WHAT THE TASK REQUIRES —
Those lines of the data that hold the word "dead" are to be copied out.
** DATASET ENTRIES follows **
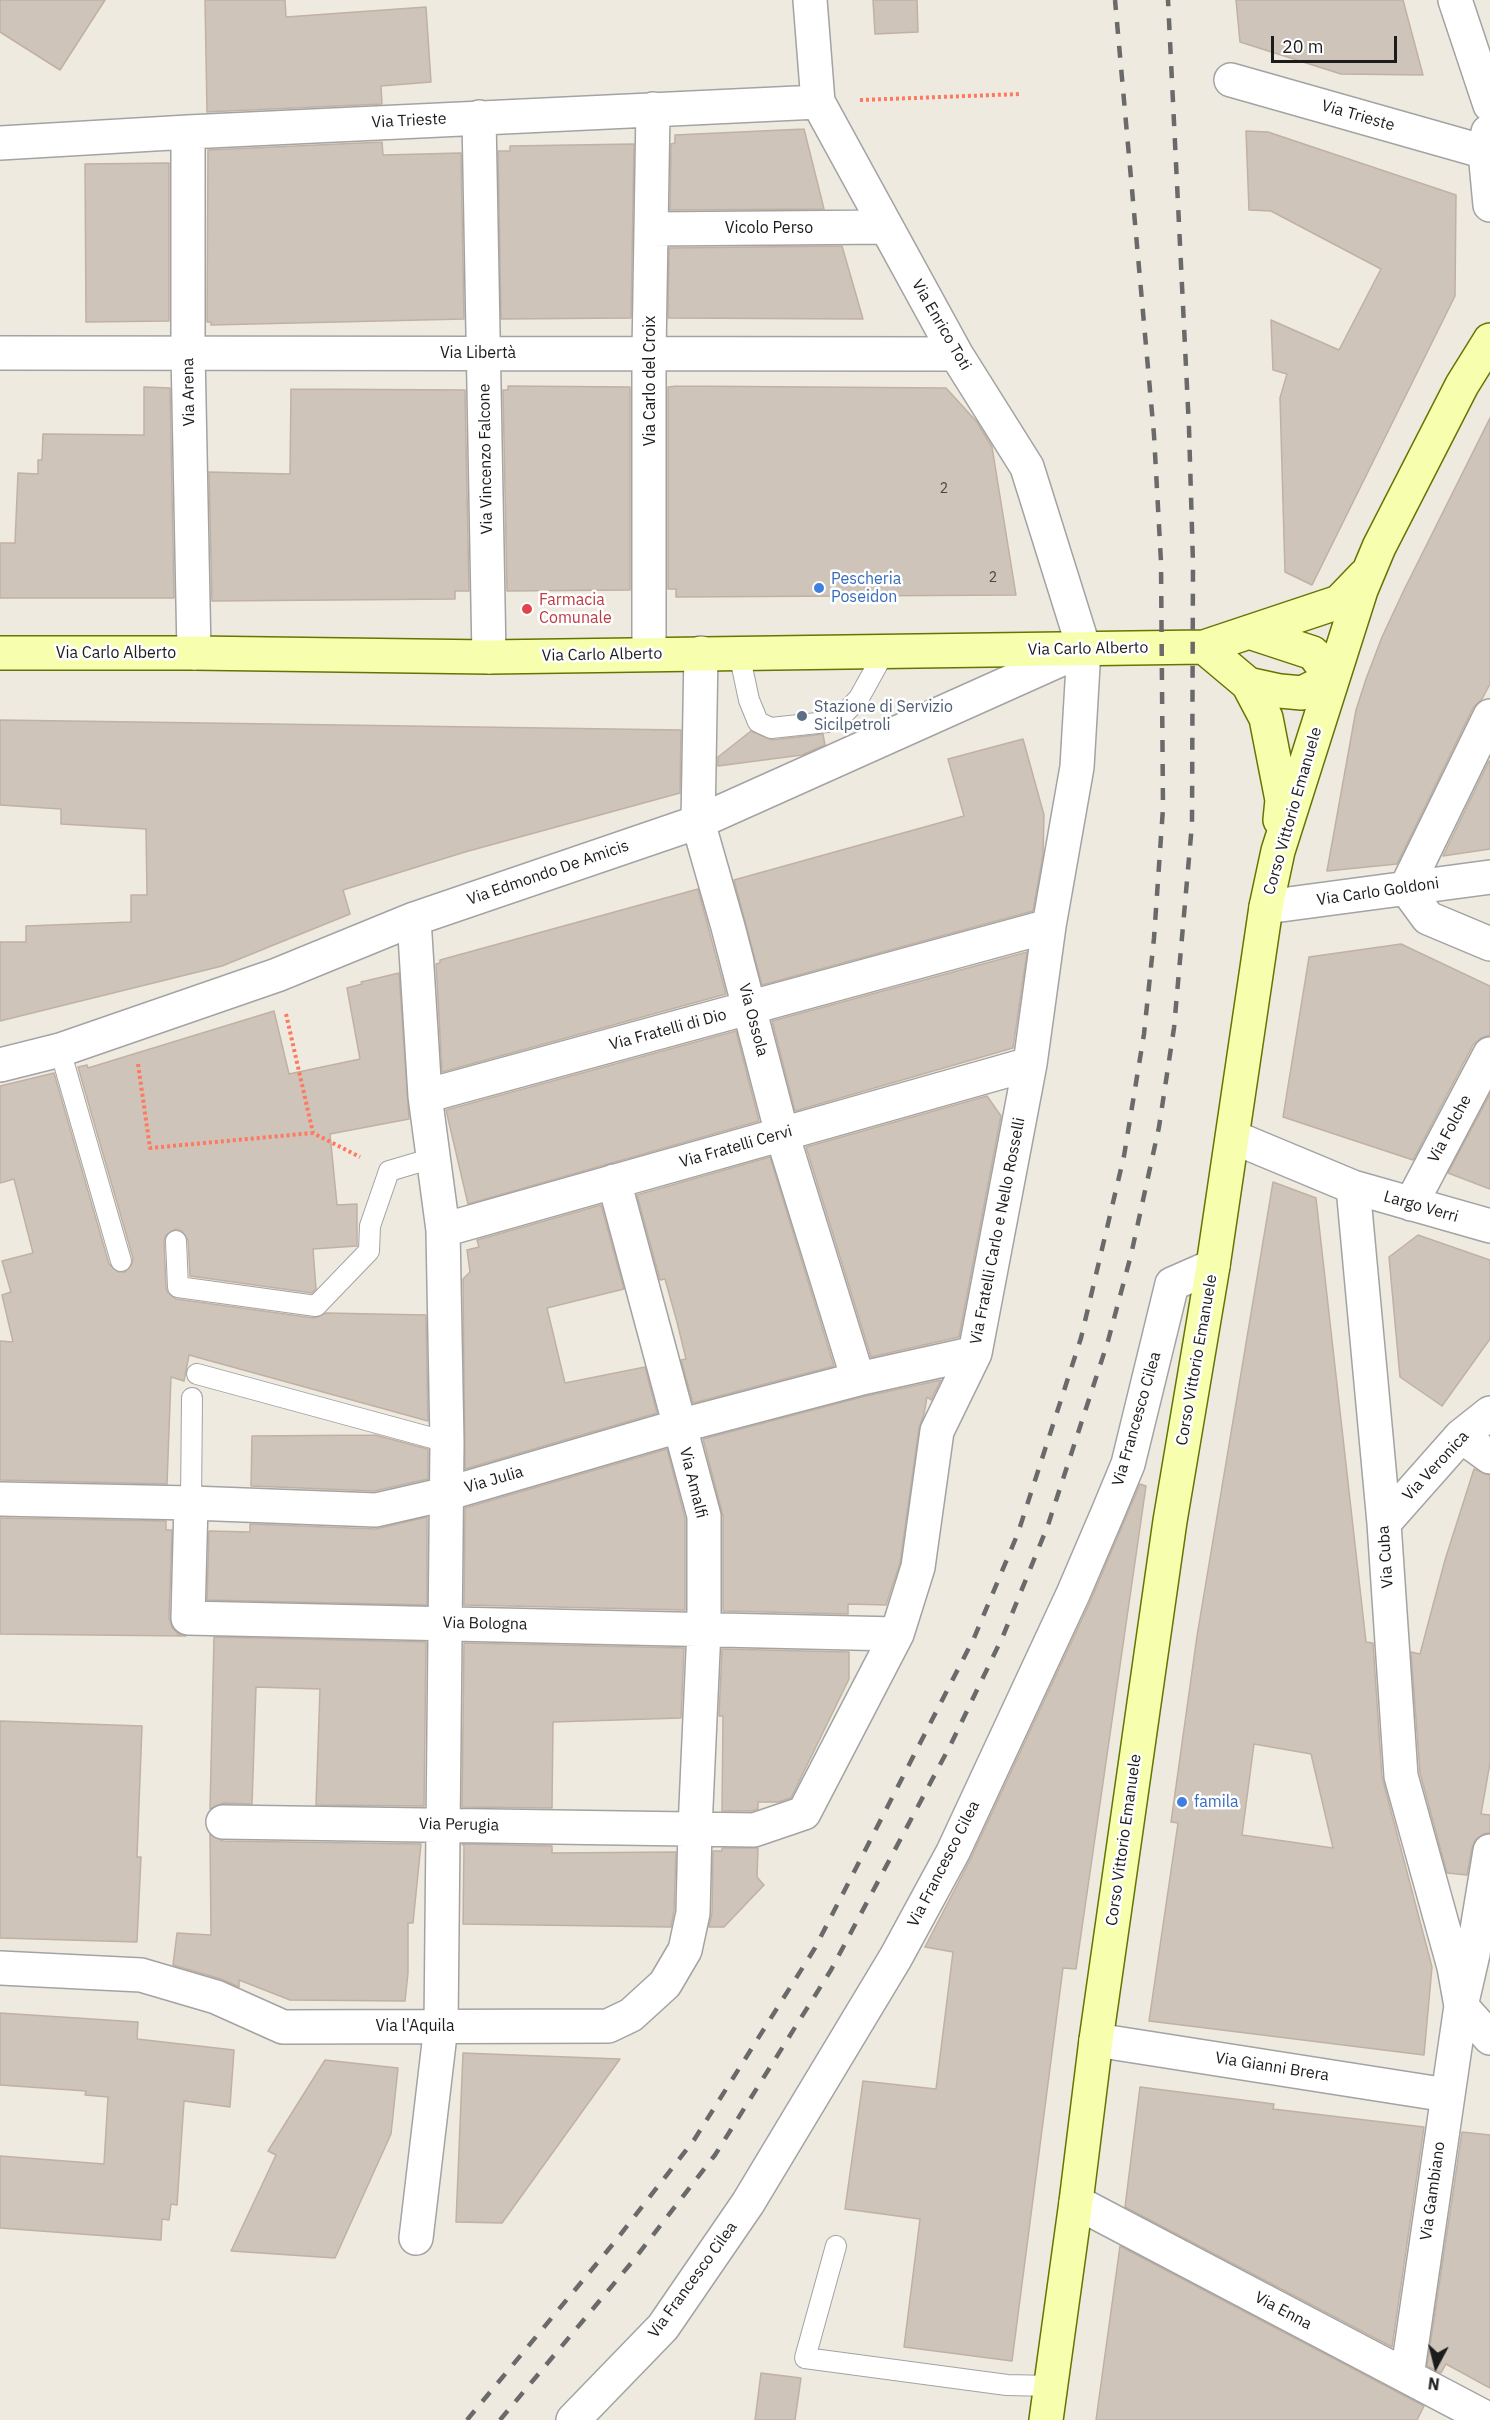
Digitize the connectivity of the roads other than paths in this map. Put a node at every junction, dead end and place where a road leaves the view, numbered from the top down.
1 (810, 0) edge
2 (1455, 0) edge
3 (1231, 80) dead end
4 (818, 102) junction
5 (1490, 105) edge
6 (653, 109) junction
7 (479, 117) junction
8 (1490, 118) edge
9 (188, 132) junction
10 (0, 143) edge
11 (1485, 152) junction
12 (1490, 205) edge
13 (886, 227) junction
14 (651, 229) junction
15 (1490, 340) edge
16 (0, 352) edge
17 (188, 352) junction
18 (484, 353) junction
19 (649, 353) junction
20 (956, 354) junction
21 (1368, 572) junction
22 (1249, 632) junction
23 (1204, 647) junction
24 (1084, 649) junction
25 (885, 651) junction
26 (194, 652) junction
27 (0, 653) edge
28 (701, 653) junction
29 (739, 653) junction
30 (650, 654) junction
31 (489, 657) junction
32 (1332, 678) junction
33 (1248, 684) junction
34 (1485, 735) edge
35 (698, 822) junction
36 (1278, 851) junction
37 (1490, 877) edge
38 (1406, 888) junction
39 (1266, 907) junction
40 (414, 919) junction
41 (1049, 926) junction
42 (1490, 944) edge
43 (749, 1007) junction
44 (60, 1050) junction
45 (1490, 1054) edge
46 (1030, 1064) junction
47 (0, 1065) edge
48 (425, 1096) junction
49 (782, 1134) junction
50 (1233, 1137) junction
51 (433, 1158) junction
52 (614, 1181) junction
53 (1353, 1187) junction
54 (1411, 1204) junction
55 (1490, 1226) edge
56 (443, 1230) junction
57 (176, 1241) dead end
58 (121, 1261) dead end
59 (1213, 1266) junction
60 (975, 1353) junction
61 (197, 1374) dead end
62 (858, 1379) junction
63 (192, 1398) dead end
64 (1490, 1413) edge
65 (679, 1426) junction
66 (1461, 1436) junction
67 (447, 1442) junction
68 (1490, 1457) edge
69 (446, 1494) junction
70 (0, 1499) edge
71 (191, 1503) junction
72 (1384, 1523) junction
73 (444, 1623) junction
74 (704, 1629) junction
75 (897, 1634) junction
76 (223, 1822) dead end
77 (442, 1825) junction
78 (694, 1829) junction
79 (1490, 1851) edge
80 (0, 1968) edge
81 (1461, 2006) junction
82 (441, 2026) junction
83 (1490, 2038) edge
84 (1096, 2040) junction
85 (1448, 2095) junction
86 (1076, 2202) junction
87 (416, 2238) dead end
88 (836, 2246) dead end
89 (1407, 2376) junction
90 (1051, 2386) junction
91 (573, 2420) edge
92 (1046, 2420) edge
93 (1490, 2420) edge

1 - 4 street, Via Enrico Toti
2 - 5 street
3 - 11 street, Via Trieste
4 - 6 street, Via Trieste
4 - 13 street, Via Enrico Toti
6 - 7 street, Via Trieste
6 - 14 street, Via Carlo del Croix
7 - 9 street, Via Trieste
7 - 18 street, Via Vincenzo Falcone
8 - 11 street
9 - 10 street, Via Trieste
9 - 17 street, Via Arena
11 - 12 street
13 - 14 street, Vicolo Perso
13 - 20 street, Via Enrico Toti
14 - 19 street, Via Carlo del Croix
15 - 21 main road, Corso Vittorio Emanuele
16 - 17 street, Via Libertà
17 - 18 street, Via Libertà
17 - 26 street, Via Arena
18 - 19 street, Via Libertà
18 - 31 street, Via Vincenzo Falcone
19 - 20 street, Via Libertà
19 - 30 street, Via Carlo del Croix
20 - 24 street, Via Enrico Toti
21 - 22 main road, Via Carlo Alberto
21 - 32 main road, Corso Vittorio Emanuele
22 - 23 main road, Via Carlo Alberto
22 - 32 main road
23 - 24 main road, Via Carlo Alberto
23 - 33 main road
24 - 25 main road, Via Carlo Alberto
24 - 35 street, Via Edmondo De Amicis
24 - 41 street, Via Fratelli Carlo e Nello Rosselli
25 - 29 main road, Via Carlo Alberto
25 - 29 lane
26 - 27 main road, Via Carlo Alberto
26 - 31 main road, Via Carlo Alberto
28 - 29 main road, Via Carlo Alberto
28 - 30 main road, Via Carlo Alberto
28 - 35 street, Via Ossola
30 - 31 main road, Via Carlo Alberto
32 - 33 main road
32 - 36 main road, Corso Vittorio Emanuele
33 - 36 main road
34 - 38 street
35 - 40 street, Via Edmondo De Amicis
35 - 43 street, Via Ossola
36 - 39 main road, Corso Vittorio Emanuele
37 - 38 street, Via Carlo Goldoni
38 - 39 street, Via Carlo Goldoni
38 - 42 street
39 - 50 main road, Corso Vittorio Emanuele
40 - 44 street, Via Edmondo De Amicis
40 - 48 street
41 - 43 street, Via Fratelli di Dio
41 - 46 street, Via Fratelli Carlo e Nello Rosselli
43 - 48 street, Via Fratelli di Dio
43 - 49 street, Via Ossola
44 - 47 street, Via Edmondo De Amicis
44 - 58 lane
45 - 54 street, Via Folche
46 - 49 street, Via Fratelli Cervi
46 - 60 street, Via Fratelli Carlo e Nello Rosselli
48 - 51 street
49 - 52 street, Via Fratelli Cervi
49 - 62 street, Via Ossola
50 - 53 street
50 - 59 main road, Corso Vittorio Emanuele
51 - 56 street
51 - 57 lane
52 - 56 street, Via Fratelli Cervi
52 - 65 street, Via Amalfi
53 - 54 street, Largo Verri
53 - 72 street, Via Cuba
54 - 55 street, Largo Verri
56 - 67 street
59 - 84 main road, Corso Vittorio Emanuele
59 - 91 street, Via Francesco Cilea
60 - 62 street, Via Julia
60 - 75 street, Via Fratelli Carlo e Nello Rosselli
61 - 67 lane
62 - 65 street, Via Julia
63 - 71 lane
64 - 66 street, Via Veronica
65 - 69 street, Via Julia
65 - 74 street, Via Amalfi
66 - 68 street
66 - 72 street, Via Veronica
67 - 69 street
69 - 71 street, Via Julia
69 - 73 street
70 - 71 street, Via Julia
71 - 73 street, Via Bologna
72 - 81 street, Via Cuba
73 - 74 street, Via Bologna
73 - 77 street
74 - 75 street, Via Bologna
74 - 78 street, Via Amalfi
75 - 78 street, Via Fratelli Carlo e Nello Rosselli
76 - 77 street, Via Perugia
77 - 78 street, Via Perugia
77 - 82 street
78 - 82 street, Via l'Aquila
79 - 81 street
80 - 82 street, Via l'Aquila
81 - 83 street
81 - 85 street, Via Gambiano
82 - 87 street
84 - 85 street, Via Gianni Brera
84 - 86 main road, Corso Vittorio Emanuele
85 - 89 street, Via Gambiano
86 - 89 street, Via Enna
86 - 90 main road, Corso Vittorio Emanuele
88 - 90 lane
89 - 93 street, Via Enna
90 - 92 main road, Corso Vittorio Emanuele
** End of DATASET ENTRIES **
SOLUTION BELOW —
Digitize the connectivity of the roads other than paths in this map. Put a node at every junction, dead end and place where a road leaves the view, numbered from the top down.
3 (1231, 80) dead end
57 (176, 1241) dead end
58 (121, 1261) dead end
61 (197, 1374) dead end
63 (192, 1398) dead end
76 (223, 1822) dead end
87 (416, 2238) dead end
88 (836, 2246) dead end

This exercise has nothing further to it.